Home Commercial Strong Retail Numbers Push Seattle-Tacoma Above National Average

Strong Retail Numbers Push Seattle-Tacoma Above National Average

Seattle, Tacoma, Marcus & Millichap, Portland, Salt Lake City, Snohomish, FieldhouseUSA, Sam’s Club, Auburn, Kirkland, Village at Totem Lake

By Bekka Wiedenmeyer

The Seattle-Tacoma Metro Area ended Q1 on a high note as nearly 155,000 new jobs were created over the past three years, pushing numbers up across the board, including population, median household income gains, spending and retail sales.  According to the 2Q19 Seattle-Tacoma Local Retail report recently released by Marcus & Millichap, the Seattle-Tacoma metro had the highest number in the nation for rate of growth in retail sales, rising 10 percent in the last 12 months. Combined with the increase in population, new inventory will continue to drive low vacancy rates and increasing investment trends, and the Seattle-Tacoma Metro area can expect to remain optimistic in the coming quarters. However, the prominence of online retail sales and big-name corporations could cause lenders to become more cautious, creating uncertainty in an otherwise bright future retail landscape for the area.

The population of the Seattle-Tacoma Metro Area has grown by nearly 178,000 people, as has the economy. From 46,700 jobs created by employers one year ago to 52,600 in the past four quarters, Seattle-Tacoma experienced a drop in unemployment rate to 3.8 percent in March, according to Marcus & Millichap’s report. This is compared to the U.S. average of 1.3 percent.

Over the past five years, Seattle-Tacoma has clocked in an additional 237,100 residents, 178,000 of which were added in the last three years. This is 1.2 percent annual increase compared to the 0.6 percent national average. Median household income numbers in the Seattle-Tacoma metro are also higher than the national average, coming in at $85,475 by the end of Q1 2019, as compared to the national average of $64,259.

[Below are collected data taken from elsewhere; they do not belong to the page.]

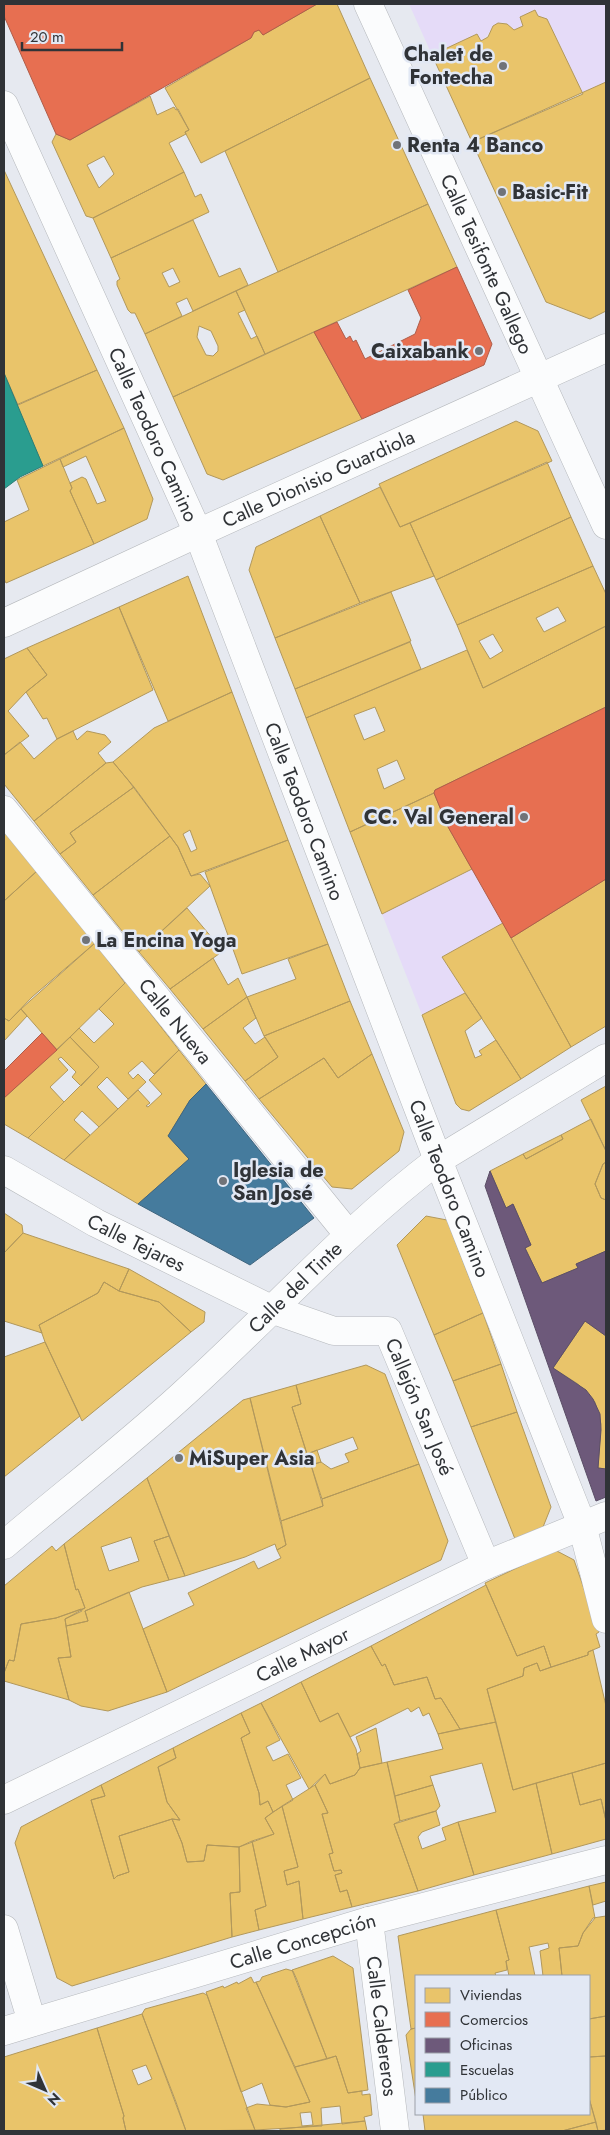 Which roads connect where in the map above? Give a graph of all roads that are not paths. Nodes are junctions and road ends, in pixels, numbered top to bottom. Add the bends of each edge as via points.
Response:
1 (368, 4) edge
2 (4, 105) edge
3 (606, 348) edge
4 (541, 378) junction
5 (606, 525) edge
6 (198, 533) junction
7 (4, 623) edge
8 (4, 810) edge
9 (606, 1058) edge
10 (438, 1160) junction
11 (4, 1170) edge
12 (348, 1234) junction
13 (271, 1310) junction
14 (594, 1521) edge
15 (4, 1545) edge
16 (486, 1565) junction
17 (606, 1619) edge
18 (4, 1800) edge
19 (606, 1860) edge
20 (369, 1921) junction
21 (4, 1929) edge
22 (32, 2022) junction
23 (4, 2031) edge
24 (395, 2131) edge

1 - 4 street, Calle Tesifonte Gallego
2 - 6 street, Calle Teodoro Camino
3 - 4 street, Calle Dionisio Guardiola
4 - 5 street, Calle Tesifonte Gallego
4 - 6 street, Calle Dionisio Guardiola
6 - 7 street, Calle Dionisio Guardiola
6 - 10 street, Calle Teodoro Camino
8 - 12 street, Calle Nueva
9 - 10 street, Calle del Tinte
10 - 12 street, Calle del Tinte
10 - 14 street, Calle Teodoro Camino
11 - 13 street, Calle Tejares via 96,1223
12 - 13 street, Calle del Tinte
13 - 15 street, Calle del Tinte via 181,1396
13 - 16 street, Callejón San José via 334,1331 388,1331
14 - 16 street, Calle Mayor
14 - 17 street, Calle Teodoro Camino
16 - 18 street, Calle Mayor
19 - 20 street, Calle Concepción
20 - 22 street, Calle Concepción
20 - 24 street, Calle Caldereros
21 - 22 street
22 - 23 street, Calle Concepción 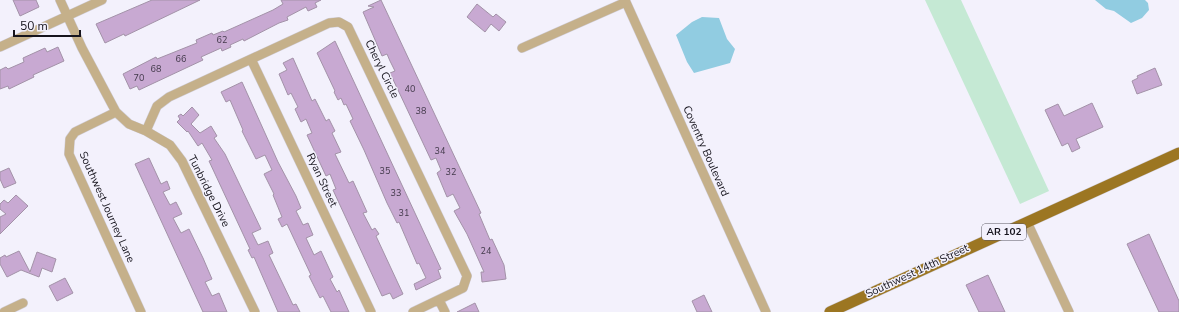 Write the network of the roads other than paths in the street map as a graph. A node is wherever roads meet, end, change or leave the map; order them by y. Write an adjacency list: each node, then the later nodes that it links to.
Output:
1 (60, 0): 4 (street, Tunbridge Drive)
2 (102, 0): 4 (street)
3 (625, 1): 6 (street); 20 (street, Coventry Boulevard)
4 (67, 16): 5 (street); 8 (street, Tunbridge Drive)
5 (0, 47)
6 (522, 48)
7 (251, 59): 9 (street, Cheryl Circle); 12 (street, Cheryl Circle); 17 (street, Ryan Street)
8 (116, 112): 9 (street, Tunbridge Drive); 15 (street, Southwest Journey Lane)
9 (146, 131): 16 (street, Tunbridge Drive)
10 (1179, 153): 11 (main road, Southwest 14th Street / AR 102)
11 (1027, 222): 21 (main road, Southwest 14th Street / AR 102); 22 (street)
12 (439, 300): 18 (street, Cheryl Circle); 19 (street)
13 (23, 303): 14 (street)
14 (4, 312)
15 (141, 312)
16 (255, 312)
17 (371, 312)
18 (413, 312)
19 (445, 312)
20 (766, 312)
21 (830, 312)
22 (1069, 312) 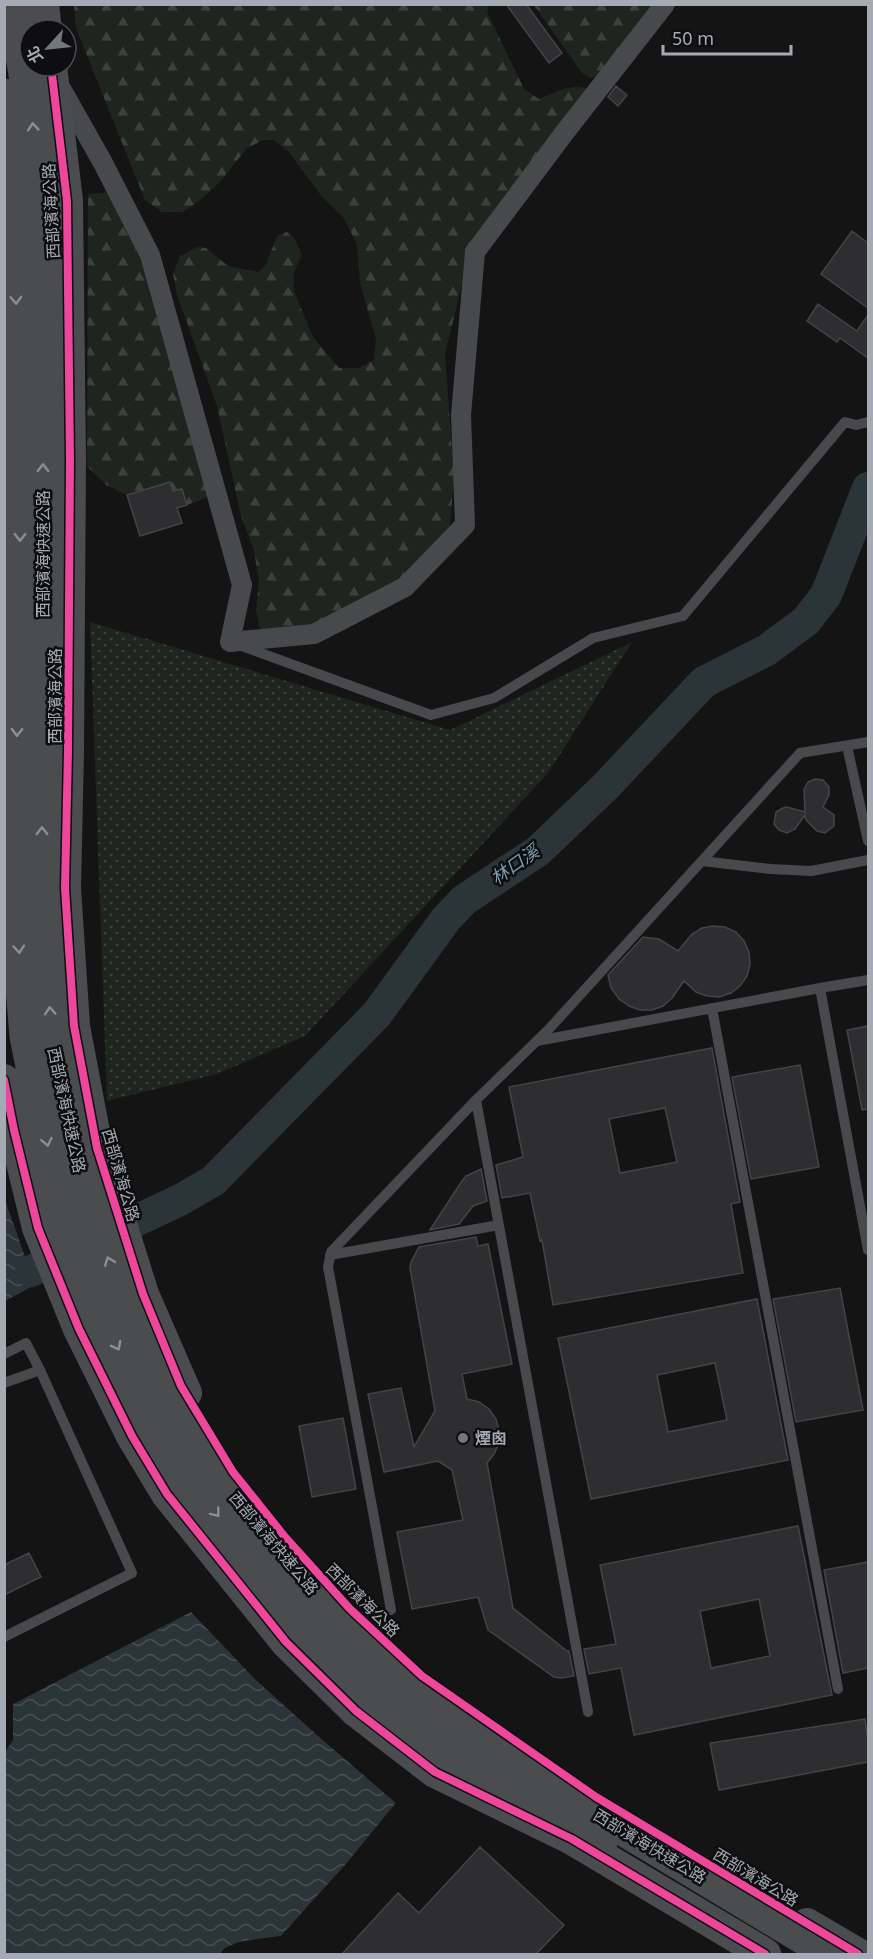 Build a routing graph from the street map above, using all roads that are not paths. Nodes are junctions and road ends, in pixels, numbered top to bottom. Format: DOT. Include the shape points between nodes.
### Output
graph roads {
  1 [pos="13,4"];
  2 [pos="665,4"];
  3 [pos="52,78"];
  4 [pos="56,78"];
  5 [pos="4,95"];
  6 [pos="868,422"];
  7 [pos="230,642"];
  8 [pos="868,742"];
  9 [pos="847,746"];
  10 [pos="868,841"];
  11 [pos="868,860"];
  12 [pos="702,861"];
  13 [pos="28,890"];
  14 [pos="868,980"];
  15 [pos="820,988"];
  16 [pos="712,1008"];
  17 [pos="536,1041"];
  18 [pos="4,1080"];
  19 [pos="476,1100"];
  20 [pos="499,1225"];
  21 [pos="868,1250"];
  22 [pos="330,1255"];
  23 [pos="4,1354"];
  24 [pos="40,1370"];
  25 [pos="4,1383"];
  26 [pos="391,1610"];
  27 [pos="4,1637"];
  28 [pos="838,1689"];
  29 [pos="588,1712"];
  30 [pos="530,1751"];
  31 [pos="501,1804"];
  32 [pos="765,1954"];
  33 [pos="787,1954"];
  34 [pos="830,1954"];
  35 [pos="858,1954"];
  13 -- 1 [label="highway, 西部濱海快速公路, one-way" via="44,283 32,115"];
  2 -- 7 [label="street" via="475,252 461,415 465,525 405,587 314,634"];
  3 -- 30 [label="main road, 西部濱海公路" via="67,201 70,459 65,888 74,1026 97,1149 147,1304 182,1386 233,1472 350,1609 422,1676"];
  4 -- 7 [label="street" via="150,255 242,585"];
  5 -- 13 [label="highway, 西部濱海快速公路, one-way" via="9,116 21,505"];
  6 -- 7 [label="lane" via="845,422 683,616 593,638 494,698 431,715"];
  8 -- 9 [label="lane"];
  9 -- 10 [label="lane"];
  9 -- 12 [label="lane" via="800,753"];
  11 -- 12 [label="lane" via="811,872"];
  12 -- 17 [label="lane"];
  13 -- 33 [label="highway, 西部濱海快速公路, one-way, bridge" via="26,1036 49,1152 73,1235 107,1326 208,1503 271,1583 323,1639 442,1740 592,1837"];
  34 -- 13 [label="highway, 西部濱海快速公路, one-way, bridge" via="592,1811 411,1685 343,1624 275,1548 221,1479 172,1400 129,1313 95,1225 70,1143"];
  14 -- 15 [label="lane"];
  15 -- 16 [label="lane"];
  15 -- 21 [label="lane"];
  16 -- 17 [label="lane"];
  16 -- 28 [label="lane"];
  17 -- 19 [label="lane"];
  18 -- 31 [label="main road" via="38,1228 79,1329 132,1436 167,1494 286,1642 356,1711 435,1772"];
  19 -- 20 [label="lane"];
  19 -- 22 [label="lane"];
  20 -- 22 [label="lane"];
  20 -- 29 [label="lane"];
  22 -- 26 [label="lane" via="328,1267"];
  23 -- 24 [label="lane" via="26,1343"];
  24 -- 25 [label="lane"];
  24 -- 27 [label="lane" via="132,1574"];
  30 -- 31 [label="street"];
  30 -- 35 [label="main road, 西部濱海公路" via="596,1797"];
  31 -- 32 [label="main road" via="572,1839"];
}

All of these factors have led to an increase in discretionary spending, which has positively affected the retail sector in the Seattle-Tacoma Metro Area creating a national average high. On average, each household in the area spent $8,867, compared to a national average of $3,971, and each individual spent $3,482, compared to a national average of $1,544. In comparison, the Portland Metro Area reported $3,784 per household, with individuals spending $1,485, and the Salt Lake City Metro area reported $5,423 per household, with individuals spending $1,755, according to 2Q19 local retail market reports released by Marcus & Millichap.

Investors are finding richer opportunities in Tacoma and Snohomish County, where neighborhood centers are trading $50 below the metro average of $200 per square foot with cap rates in the 7 percent range, according to the report. Along with these lower entry costs and higher returns, strip centers throughout the metro are averaging just over $210 per square foot at first-year returns starting in the mid-5 percent range.

This, coupled with a total of 700,000 square feet of new inventory which will be delivered by the end of 2019, means the outlook for the retail sector throughout the end of 2019 remains strong.

Developments in the area include FieldhouseUSA, an athletic and entertainment venue, which is slated to open its first location in the metro, filling the remodeled former Sam’s Club at the Outlet Collection Seattle in Auburn. The Eastside submarket will receive the largest portion of new inventory at 247,900 square feet through the construction of the Village at Totem Lake in Kirkland at 93,000 square feet. This steady construction pipeline, according to the report, helped keep the vacancy rate at a cyclical low of 3.8 percent. As a whole, the vacancy rate for the metro area has not risen above 5 percent since mid-2014, in part due to the construction pipeline and the absorption of 694,200 square feet keeping the vacancy rate steady year-over-year.

These continued low vacancy rates have stimulated retail rent growth to $21.55 per square foot at the end of Q1 2019, according to Marcus & Millichap’s report. Experts predict these numbers will rise to $22.50 per square foot, piggybacking off of a 6.3 percent surge last year. Rent continues to outperform, with a total 21 percent increase since the beginning of 2015.

The outlook for the retail sector remains strong continuing through the next couple of quarters, although uncertainty with legacy retailers and a consumer preference for online sources has caused lenders to become more conservative. As of now, however, experts still expect the retail sales forecast in the metro to outperform the national average between 2018 and 2023.